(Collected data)
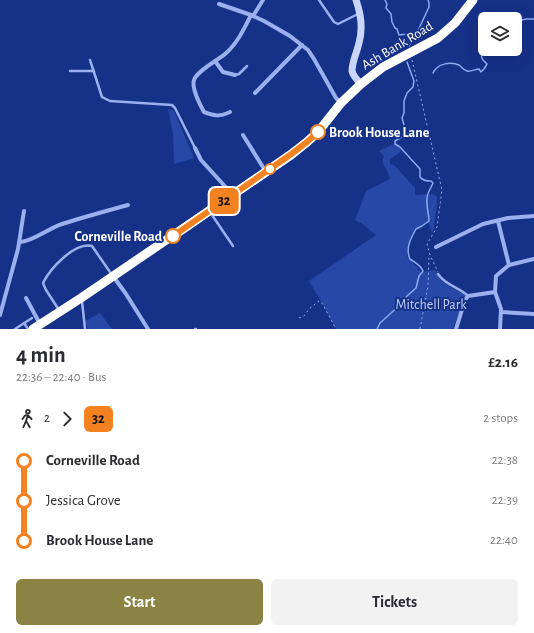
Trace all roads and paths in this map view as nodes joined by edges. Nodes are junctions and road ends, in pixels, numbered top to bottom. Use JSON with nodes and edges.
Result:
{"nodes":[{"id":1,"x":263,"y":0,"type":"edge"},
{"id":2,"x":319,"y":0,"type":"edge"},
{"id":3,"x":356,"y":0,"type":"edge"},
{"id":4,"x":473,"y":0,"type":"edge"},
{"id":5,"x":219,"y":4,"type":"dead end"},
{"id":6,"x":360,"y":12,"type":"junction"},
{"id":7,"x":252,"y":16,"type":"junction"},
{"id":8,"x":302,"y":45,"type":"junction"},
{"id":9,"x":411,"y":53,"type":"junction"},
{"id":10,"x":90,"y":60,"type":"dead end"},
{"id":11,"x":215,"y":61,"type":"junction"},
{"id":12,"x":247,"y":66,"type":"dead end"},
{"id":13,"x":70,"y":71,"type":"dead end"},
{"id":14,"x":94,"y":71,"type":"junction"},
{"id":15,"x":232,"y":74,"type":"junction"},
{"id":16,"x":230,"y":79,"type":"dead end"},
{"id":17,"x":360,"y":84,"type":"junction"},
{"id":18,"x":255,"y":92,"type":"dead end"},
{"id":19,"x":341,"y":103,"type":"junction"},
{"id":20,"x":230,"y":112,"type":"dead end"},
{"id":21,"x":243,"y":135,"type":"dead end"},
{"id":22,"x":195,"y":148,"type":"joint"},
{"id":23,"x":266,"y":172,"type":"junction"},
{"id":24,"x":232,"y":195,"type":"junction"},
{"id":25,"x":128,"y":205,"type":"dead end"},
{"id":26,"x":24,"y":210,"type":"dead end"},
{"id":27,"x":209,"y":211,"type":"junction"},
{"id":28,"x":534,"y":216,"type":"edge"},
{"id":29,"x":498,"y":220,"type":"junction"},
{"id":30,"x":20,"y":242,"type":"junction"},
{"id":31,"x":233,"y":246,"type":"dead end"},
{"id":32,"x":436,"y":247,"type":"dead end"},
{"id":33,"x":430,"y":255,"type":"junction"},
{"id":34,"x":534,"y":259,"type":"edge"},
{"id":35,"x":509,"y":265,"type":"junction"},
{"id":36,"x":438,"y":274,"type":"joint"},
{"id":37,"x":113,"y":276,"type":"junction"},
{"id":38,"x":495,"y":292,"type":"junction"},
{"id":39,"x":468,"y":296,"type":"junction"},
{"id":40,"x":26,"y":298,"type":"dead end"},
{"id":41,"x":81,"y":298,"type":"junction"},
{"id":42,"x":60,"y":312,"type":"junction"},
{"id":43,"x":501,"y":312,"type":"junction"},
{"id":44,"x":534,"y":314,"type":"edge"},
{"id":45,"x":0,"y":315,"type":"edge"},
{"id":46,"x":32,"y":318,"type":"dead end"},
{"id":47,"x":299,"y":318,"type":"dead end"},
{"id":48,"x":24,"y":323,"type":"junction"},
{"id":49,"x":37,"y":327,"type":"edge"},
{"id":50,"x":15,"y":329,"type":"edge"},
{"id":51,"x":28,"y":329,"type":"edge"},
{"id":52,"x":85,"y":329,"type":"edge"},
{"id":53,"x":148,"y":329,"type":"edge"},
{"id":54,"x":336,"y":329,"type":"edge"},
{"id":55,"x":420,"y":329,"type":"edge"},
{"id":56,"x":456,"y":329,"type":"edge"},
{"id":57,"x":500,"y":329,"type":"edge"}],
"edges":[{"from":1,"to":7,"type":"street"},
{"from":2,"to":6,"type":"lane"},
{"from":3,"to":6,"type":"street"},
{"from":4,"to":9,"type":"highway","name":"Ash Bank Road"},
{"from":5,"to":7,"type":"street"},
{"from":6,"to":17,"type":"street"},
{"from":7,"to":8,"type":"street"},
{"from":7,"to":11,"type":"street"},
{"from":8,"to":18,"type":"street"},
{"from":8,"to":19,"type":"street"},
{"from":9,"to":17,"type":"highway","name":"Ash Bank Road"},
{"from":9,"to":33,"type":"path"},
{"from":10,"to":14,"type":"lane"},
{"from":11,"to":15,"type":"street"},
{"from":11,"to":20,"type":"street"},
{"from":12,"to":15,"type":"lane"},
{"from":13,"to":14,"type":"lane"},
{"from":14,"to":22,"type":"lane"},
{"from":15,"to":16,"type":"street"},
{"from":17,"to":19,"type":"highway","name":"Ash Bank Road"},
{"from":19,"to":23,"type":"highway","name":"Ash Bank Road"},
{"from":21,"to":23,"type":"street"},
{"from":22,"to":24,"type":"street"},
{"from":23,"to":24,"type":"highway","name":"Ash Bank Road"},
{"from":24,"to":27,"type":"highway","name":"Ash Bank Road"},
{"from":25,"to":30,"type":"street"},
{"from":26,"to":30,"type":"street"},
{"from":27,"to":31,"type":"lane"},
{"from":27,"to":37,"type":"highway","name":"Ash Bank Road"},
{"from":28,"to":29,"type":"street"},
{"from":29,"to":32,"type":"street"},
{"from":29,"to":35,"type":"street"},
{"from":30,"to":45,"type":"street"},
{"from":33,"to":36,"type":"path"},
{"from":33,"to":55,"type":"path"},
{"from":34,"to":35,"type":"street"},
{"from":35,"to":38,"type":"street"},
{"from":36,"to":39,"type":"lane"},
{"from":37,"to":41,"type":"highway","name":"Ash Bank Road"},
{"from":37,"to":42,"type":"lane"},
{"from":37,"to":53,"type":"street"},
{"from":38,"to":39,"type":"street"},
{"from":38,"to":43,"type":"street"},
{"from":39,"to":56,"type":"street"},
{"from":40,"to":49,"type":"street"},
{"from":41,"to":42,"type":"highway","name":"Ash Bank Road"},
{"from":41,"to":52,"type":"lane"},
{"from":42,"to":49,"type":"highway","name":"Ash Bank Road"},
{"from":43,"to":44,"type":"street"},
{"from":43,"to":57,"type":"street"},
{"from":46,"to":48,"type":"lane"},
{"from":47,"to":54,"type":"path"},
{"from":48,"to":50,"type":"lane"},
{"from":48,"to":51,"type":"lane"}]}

What you have to do
For each line above that includes "nodes", make a copy.

Response for this exercise
Trace all roads and paths in this map view as nodes joined by edges. Nodes are junctions and road ends, in pixels, numbered top to bottom. Use JSON with nodes and edges.
{"nodes":[{"id":1,"x":263,"y":0,"type":"edge"},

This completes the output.